Exhaustification: abstract excluder

@cite{fox-2007} @cite{chierchia-2013} @cite{magri-2009} @cite{santorio-2018}

Different exhaustification theories disagree on which alternatives the operator should negate, but agree on the rest of the architecture: assert the prejacent and negate the chosen alternatives. This module factors out the agreement: an Excluder is a strategy for choosing alternatives, and Excluder.exh applies it.

Concrete excluders live in sibling modules:

• Innocent.lean — Fox 2007 innocent exclusion
• Tolerant.lean — Chierchia 2013 contradiction-tolerating exclusion
• Relevance.lean — Magri 2009 relevance-sensitive exclusion

Why a structure rather than a type class

Excluders are first-class data: a single semantic theory may invoke several (e.g. recursive exhaustification with two different excluders at two layers). They are not properties of a world type to be inferred by typeclass resolution.

def Exhaustification.predToFinset {W : Type u_1} [Fintype W] (p : W → Bool) : Finset W

Convert a Bool predicate on worlds to its support Finset.

Equations

• Exhaustification.predToFinset p = {w : W | p w = true}

def Exhaustification.altsFromPreds {W : Type u_1} [Fintype W] [DecidableEq W] (alts : List (W → Bool)) : Finset (Finset W)

Convert a list of Bool predicates to a Finset of supports. Uses DecidableEq (Finset W) (free from [DecidableEq W]); does NOT need DecidableEq (W → Bool).

Equations

• Exhaustification.altsFromPreds alts = (List.map Exhaustification.predToFinset alts).toFinset

structure Exhaustification.Excluder (W : Type u_2) [Fintype W] [DecidableEq W] : Type u_2

An exhaustification strategy: a choice, for each prejacent and alternative set, of which alternatives to negate.

Different theories instantiate excluded differently (Fox's innocent exclusion, Chierchia's contradiction-tolerating, Magri's relevance-sensitive, Santorio's stability). The excluded_subset field guarantees the strategy only picks alternatives that were offered.

• excluded : Finset (Finset W) → Finset W → Finset (Finset W)

  Given a prejacent φ and an alternative set ALT, return the alternatives whose negation should be conjoined with φ.

• excluded_subset (ALT : Finset (Finset W)) (φ : Finset W) : self.excluded ALT φ ⊆ ALT

  The strategy returns a sub-collection of the offered alternatives.

def Exhaustification.Excluder.exh {W : Type u_1} [Fintype W] [DecidableEq W] (E : Excluder W) (ALT : Finset (Finset W)) (φ : Finset W) : Finset W

Exhaustified meaning: assert the prejacent and negate every excluded alternative.
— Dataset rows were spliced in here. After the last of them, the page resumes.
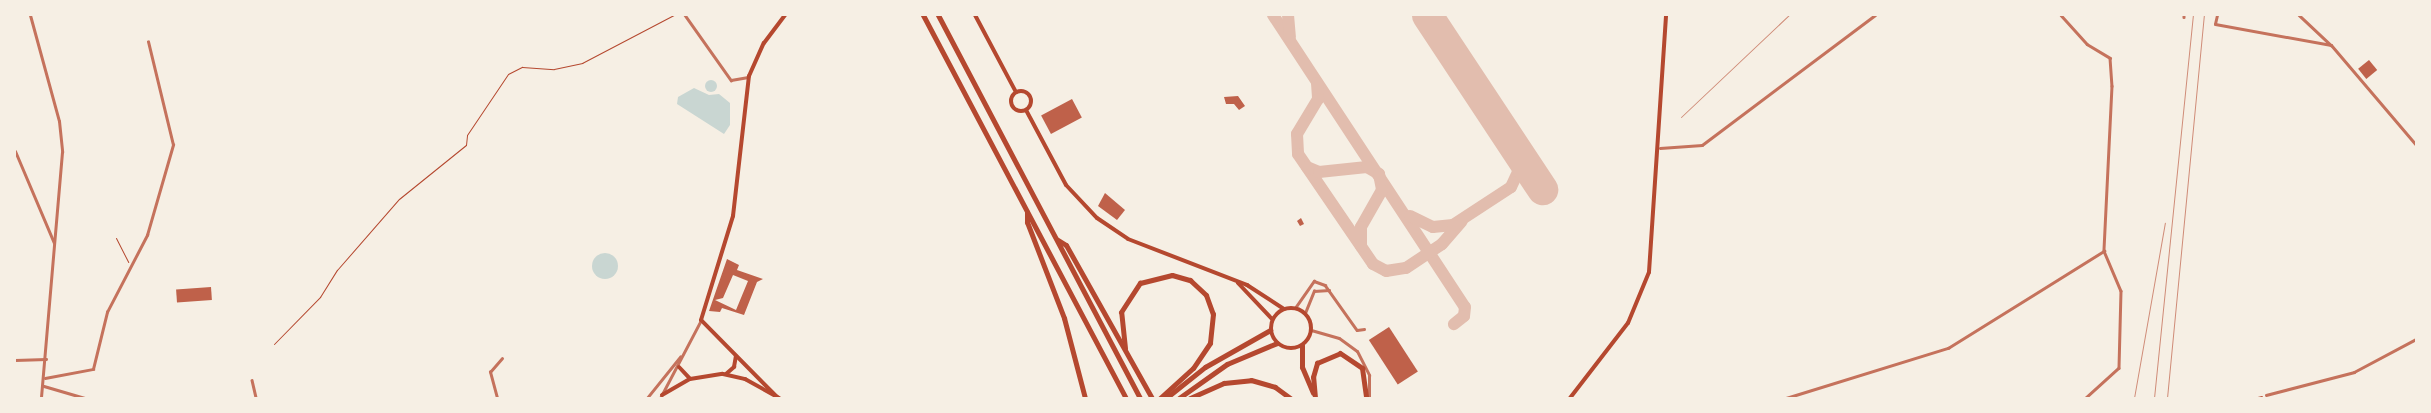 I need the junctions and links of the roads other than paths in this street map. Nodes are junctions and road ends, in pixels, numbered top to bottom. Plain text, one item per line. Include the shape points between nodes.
1 (30, 15) edge
2 (684, 15) edge
3 (785, 15) edge
4 (923, 15) edge
5 (938, 15) edge
6 (975, 15) edge
7 (1666, 15) edge
8 (1875, 15) edge
9 (2062, 15) edge
10 (2216, 15) edge
11 (2299, 15) edge
12 (148, 42) dead end
13 (2331, 45) junction
14 (750, 76) junction
15 (1016, 92) junction
16 (1026, 110) junction
17 (2416, 145) edge
18 (1660, 148) junction
19 (15, 151) edge
20 (1027, 211) junction
21 (1057, 240) junction
22 (55, 244) junction
23 (2104, 252) junction
24 (1233, 280) junction
25 (1329, 290) junction
26 (1295, 308) junction
27 (1284, 309) junction
28 (1305, 313) junction
29 (1272, 319) junction
30 (701, 320) junction
31 (1364, 329) dead end
32 (1270, 330) junction
33 (1311, 330) junction
34 (2416, 339) edge
35 (1277, 343) junction
36 (1302, 345) junction
37 (689, 347) junction
38 (1125, 348) junction
39 (736, 356) junction
40 (502, 358) dead end
41 (46, 359) junction
42 (15, 360) edge
43 (679, 367) junction
44 (723, 374) junction
45 (45, 378) junction
46 (690, 379) junction
47 (252, 380) dead end
48 (44, 386) junction
49 (2266, 395) road end
50 (661, 397) edge
51 (41, 398) edge
52 (85, 398) edge
53 (256, 398) edge
54 (497, 398) edge
55 (647, 398) edge
56 (778, 398) edge
57 (1085, 398) edge
58 (1126, 398) edge
59 (1140, 398) edge
60 (1152, 398) edge
61 (1160, 398) edge
62 (1166, 398) edge
63 (1178, 398) edge
64 (1190, 398) edge
65 (1290, 398) edge
66 (1315, 398) edge
67 (1368, 398) edge
68 (1570, 398) edge
69 (1786, 398) edge
70 (2086, 398) edge

1 - 22 street via 61,139
2 - 14 street via 731,80
3 - 14 main road via 764,43
4 - 20 highway
5 - 21 highway
6 - 15 main road
7 - 18 main road
8 - 18 street via 1702,145
9 - 23 street via 2087,44 2110,58
10 - 13 street via 2216,24
11 - 13 street
12 - 45 street via 173,145 147,234 107,312 93,369
13 - 17 street
14 - 30 main road via 733,216
15 - 16 main road via 1030,96
15 - 16 main road via 1012,106
16 - 24 main road via 1062,180 1097,218 1128,239
18 - 68 main road via 1653,254 1644,290 1623,331
19 - 22 street
20 - 57 highway via 1027,222 1064,318
20 - 58 highway
21 - 38 highway via 1066,245
21 - 59 highway
22 - 41 street
23 - 69 street via 1948,348
23 - 70 street via 2121,291 2119,368
24 - 27 main road
24 - 29 main road
25 - 26 street via 1314,281
25 - 28 street via 1314,291
25 - 31 street via 1357,330
26 - 27 main road
26 - 28 main road
27 - 29 main road
28 - 33 main road
29 - 32 main road
30 - 37 street
30 - 39 main road
32 - 35 main road
32 - 62 highway via 1205,367
33 - 36 main road
33 - 67 street via 1339,338 1357,351 1369,375
34 - 49 street via 2354,372
35 - 36 main road via 1289,348
35 - 63 highway via 1227,364
36 - 66 highway via 1302,367
37 - 43 street
37 - 55 street
38 - 60 highway
38 - 61 highway via 1121,312 1140,283 1172,275 1190,280 1206,295 1213,314 1210,344 1193,368
39 - 44 main road via 734,367
39 - 56 main road
40 - 54 street via 490,372
41 - 42 street
41 - 45 street
43 - 46 main road
43 - 50 street
44 - 46 main road
44 - 56 main road via 744,379
45 - 48 street
46 - 50 main road
47 - 53 street
48 - 51 street
48 - 52 street
64 - 65 highway via 1224,383 1251,380 1275,387
66 - 67 highway via 1313,377 1317,363 1340,353 1362,368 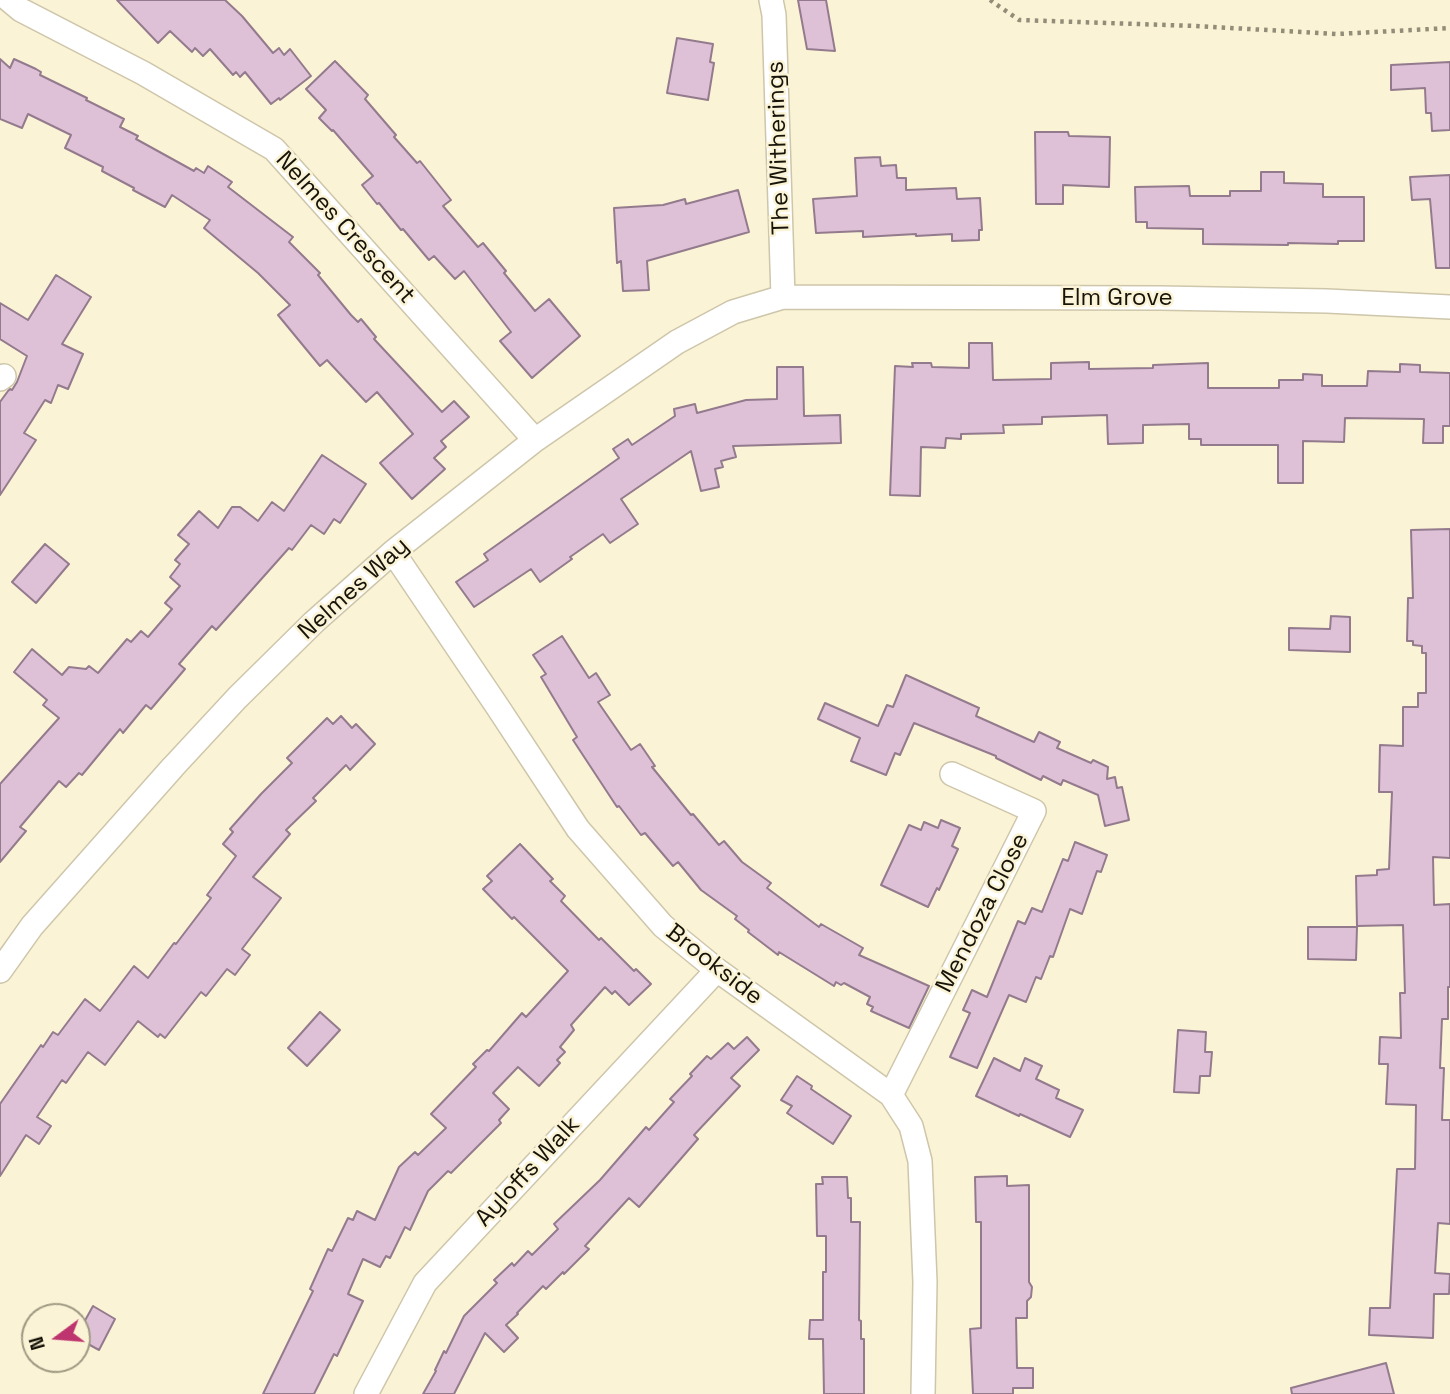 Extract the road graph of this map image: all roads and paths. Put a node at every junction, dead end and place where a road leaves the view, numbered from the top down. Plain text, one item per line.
1 (9, 0) edge
2 (771, 0) edge
3 (990, 0) edge
4 (1450, 28) edge
5 (783, 297) junction
6 (1450, 307) edge
7 (535, 440) junction
8 (393, 552) junction
9 (952, 774) dead end
10 (717, 970) junction
11 (0, 971) edge
12 (891, 1096) junction
13 (366, 1394) edge
14 (923, 1394) edge

1 - 7 street, Nelmes Crescent
2 - 5 street, The Witherings
3 - 4 path
5 - 6 street, Elm Grove
5 - 7 street, Nelmes Way
7 - 8 street, Nelmes Way
8 - 10 street, Brookside
8 - 11 street, Nelmes Way
9 - 12 street, Mendoza Close
10 - 12 street, Brookside
10 - 13 street, Ayloffs Walk
12 - 14 street, Brookside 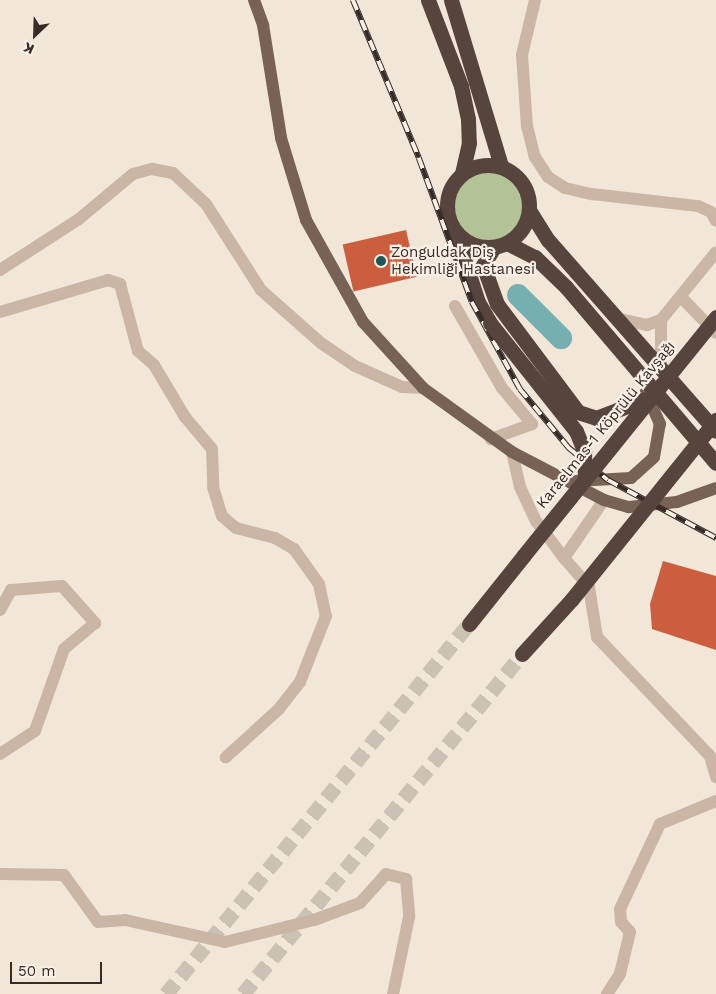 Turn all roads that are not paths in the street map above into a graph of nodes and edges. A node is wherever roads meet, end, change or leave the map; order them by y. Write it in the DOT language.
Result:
graph roads {
  1 [pos="254,0"];
  2 [pos="428,0"];
  3 [pos="451,0"];
  4 [pos="535,0"];
  5 [pos="501,166"];
  6 [pos="462,173"];
  7 [pos="529,210"];
  8 [pos="716,221"];
  9 [pos="456,234"];
  10 [pos="501,245"];
  11 [pos="716,252"];
  12 [pos="0,270"];
  13 [pos="681,297"];
  14 [pos="455,306"];
  15 [pos="0,312"];
  16 [pos="716,317"];
  17 [pos="616,318"];
  18 [pos="661,320"];
  19 [pos="716,333"];
  20 [pos="634,367"];
  21 [pos="661,369"];
  22 [pos="423,388"];
  23 [pos="648,398"];
  24 [pos="716,420"];
  25 [pos="716,431"];
  26 [pos="491,439"];
  27 [pos="512,452"];
  28 [pos="716,463"];
  29 [pos="585,478"];
  30 [pos="560,480"];
  31 [pos="716,488"];
  32 [pos="604,500"];
  33 [pos="564,558"];
  34 [pos="0,610"];
  35 [pos="470,624"];
  36 [pos="522,654"];
  37 [pos="0,754"];
  38 [pos="226,757"];
  39 [pos="716,778"];
  40 [pos="716,801"];
  41 [pos="0,874"];
  42 [pos="393,994"];
  43 [pos="607,994"];
  1 -- 22 [label="main road"];
  2 -- 6 [label="highway"];
  3 -- 5 [label="highway"];
  4 -- 8 [label="street"];
  5 -- 6 [label="highway"];
  5 -- 7 [label="highway"];
  6 -- 9 [label="highway"];
  7 -- 10 [label="highway"];
  7 -- 17 [label="highway"];
  9 -- 10 [label="highway"];
  9 -- 29 [label="highway, bridge"];
  10 -- 20 [label="highway"];
  10 -- 23 [label="highway"];
  11 -- 13 [label="street"];
  12 -- 22 [label="street"];
  13 -- 18 [label="street"];
  13 -- 19 [label="street"];
  14 -- 26 [label="street"];
  15 -- 38 [label="street"];
  16 -- 23 [label="highway, Karaelmas-1 Köprülü Kavşağı, bridge"];
  17 -- 18 [label="street"];
  17 -- 21 [label="highway"];
  18 -- 21 [label="street"];
  20 -- 28 [label="highway"];
  20 -- 30 [label="main road"];
  21 -- 25 [label="highway"];
  22 -- 26 [label="main road"];
  23 -- 29 [label="highway, Karaelmas-1 Köprülü Kavşağı, bridge"];
  24 -- 36 [label="highway, bridge"];
  26 -- 27 [label="main road"];
  27 -- 30 [label="main road"];
  27 -- 33 [label="street"];
  29 -- 35 [label="highway, Karaelmas-1 Köprülü Kavşağı, bridge"];
  30 -- 32 [label="main road"];
  31 -- 32 [label="main road"];
  32 -- 33 [label="street"];
  33 -- 39 [label="street"];
  34 -- 37 [label="street"];
  40 -- 43 [label="street"];
  41 -- 42 [label="street"];
}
A world w survives iff w ∈ φ and w ∉ a for every a ∈ E.excluded ALT φ.

Equations

• E.exh ALT φ = φ \ (E.excluded ALT φ).biUnion id

theorem Exhaustification.Excluder.exh_subset_phi {W : Type u_1} [Fintype W] [DecidableEq W] (E : Excluder W) (ALT : Finset (Finset W)) (φ : Finset W) : E.exh ALT φ ⊆ φ

The exhaustified meaning is contained in the prejacent.

theorem Exhaustification.Excluder.mem_exh_iff {W : Type u_1} [Fintype W] [DecidableEq W] (E : Excluder W) (ALT : Finset (Finset W)) (φ : Finset W) {w : W} : w ∈ E.exh ALT φ ↔ w ∈ φ ∧ ∀ a ∈ E.excluded ALT φ, w ∉ a

Membership characterization for exh.